The occupation has always had an economic agenda. Occupation czar Paul Bremer published lists in Baghdad newspapers of the public enterprises he intended to auction off. Arab labor leader Hacene Djemam bitterly observed, "War makes privatization easy: first you destroy society; then you let the corporations rebuild it."

The Bush administration won't leave Iraq in part because that economic agenda is still insecure. Under Washington's guidance, the Iraqi government wrote a new oil law in secret. The Iraq study commission, headed by oilman James Baker, called it the key to ending the occupation.

That law is touted in the US press as ensuring an equitable division of oil wealth. Iraqi unions say it will ensure that foreign corporations control future exploration and development, in one of the world's largest reserves.

Hassan Juma'a Awad, president of the IFOU, wrote a letter to the US Congress on May 13. "Everyone knows the oil law doesn't serve the Iraqi people," he warned. The union was banned from the secret negotiations.
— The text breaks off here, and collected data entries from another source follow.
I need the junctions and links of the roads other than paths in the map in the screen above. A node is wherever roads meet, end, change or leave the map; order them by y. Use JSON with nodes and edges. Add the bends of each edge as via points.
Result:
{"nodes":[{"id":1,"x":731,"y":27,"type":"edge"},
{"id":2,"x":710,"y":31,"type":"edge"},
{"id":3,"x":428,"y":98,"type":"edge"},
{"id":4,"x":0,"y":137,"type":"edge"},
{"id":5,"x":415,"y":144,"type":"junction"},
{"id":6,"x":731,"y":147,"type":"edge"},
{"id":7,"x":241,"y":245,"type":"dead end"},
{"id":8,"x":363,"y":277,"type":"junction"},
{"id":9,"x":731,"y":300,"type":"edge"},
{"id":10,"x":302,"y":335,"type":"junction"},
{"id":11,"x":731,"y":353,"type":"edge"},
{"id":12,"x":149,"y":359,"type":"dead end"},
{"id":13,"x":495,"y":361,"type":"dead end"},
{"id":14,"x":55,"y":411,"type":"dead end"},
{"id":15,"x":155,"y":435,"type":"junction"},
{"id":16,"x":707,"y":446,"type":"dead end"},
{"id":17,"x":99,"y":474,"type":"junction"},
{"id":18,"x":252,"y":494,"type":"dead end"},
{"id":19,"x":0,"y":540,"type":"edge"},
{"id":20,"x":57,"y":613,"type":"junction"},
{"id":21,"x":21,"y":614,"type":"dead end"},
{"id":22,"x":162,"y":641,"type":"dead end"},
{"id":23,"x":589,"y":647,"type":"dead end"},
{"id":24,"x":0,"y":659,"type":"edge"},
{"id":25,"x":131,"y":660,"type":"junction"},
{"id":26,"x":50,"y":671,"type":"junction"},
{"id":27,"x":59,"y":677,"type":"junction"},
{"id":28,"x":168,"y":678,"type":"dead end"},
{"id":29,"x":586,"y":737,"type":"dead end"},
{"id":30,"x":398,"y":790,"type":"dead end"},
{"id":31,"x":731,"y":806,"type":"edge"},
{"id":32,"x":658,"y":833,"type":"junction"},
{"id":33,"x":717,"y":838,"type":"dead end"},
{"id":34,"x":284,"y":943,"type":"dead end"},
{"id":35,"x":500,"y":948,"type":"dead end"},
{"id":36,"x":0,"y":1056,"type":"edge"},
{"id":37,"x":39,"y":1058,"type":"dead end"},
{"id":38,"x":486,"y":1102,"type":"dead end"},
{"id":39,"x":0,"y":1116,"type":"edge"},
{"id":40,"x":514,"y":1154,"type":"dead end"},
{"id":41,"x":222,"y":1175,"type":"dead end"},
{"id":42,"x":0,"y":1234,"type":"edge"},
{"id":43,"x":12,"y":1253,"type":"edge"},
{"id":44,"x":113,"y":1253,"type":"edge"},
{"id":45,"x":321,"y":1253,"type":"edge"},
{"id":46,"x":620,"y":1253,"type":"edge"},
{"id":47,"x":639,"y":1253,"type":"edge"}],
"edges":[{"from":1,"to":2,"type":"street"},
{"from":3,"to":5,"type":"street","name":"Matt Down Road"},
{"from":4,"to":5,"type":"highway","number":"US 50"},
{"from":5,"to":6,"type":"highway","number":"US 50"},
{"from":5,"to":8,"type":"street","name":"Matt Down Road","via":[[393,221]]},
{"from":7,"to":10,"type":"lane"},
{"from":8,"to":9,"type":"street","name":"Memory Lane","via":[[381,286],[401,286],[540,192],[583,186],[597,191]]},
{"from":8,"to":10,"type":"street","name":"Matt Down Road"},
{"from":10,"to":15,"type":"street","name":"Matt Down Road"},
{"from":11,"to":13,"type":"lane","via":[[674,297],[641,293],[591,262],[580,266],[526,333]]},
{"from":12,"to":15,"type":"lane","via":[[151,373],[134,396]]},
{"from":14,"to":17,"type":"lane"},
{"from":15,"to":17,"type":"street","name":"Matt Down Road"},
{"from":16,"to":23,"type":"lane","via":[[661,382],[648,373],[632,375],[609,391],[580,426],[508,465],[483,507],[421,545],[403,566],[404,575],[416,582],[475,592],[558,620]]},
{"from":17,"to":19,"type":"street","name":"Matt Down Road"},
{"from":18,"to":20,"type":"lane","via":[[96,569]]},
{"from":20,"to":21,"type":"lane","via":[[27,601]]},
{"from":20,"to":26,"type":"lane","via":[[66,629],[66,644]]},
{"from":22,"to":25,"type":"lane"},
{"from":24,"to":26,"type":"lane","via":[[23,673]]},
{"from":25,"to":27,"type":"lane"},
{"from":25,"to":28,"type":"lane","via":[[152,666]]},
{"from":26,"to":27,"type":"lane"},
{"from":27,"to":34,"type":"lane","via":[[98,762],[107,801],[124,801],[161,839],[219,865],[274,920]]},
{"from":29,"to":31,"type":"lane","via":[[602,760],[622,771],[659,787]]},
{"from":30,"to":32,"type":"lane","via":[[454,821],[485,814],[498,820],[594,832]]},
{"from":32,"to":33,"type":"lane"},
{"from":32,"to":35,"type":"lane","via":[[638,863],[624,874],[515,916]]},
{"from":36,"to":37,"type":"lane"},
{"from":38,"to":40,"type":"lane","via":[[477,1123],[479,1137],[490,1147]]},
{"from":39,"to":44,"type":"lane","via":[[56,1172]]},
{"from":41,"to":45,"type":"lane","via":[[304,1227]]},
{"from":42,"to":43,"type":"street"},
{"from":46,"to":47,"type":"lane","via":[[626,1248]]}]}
According to Juma'a, the result "serves Bush, his supporters and foreign companies at the expense of the Iraqi people." The union has threatened to strike if the law is implemented.

Like all Iraqi unionists, Juma'a says the occupation should end without demanding Iraq's oil as a price. "The USA claimed that it came here as a liberator, not to control our resources," he reminded Congress. Congressional opponents of the war can only win Iraqis' respect if they disavow the oil law.

Whatever government holds power in Baghdad at the occupation's end will need control of the oil wealth to rebuild the devastated country. That gives Iraq's working people a big reason to fight to ensure that happens.

David Bacon is a California photojournalist who documents labor, migration and globalization. His book Communities Without Borders was just published by Cornell University/ILR Press.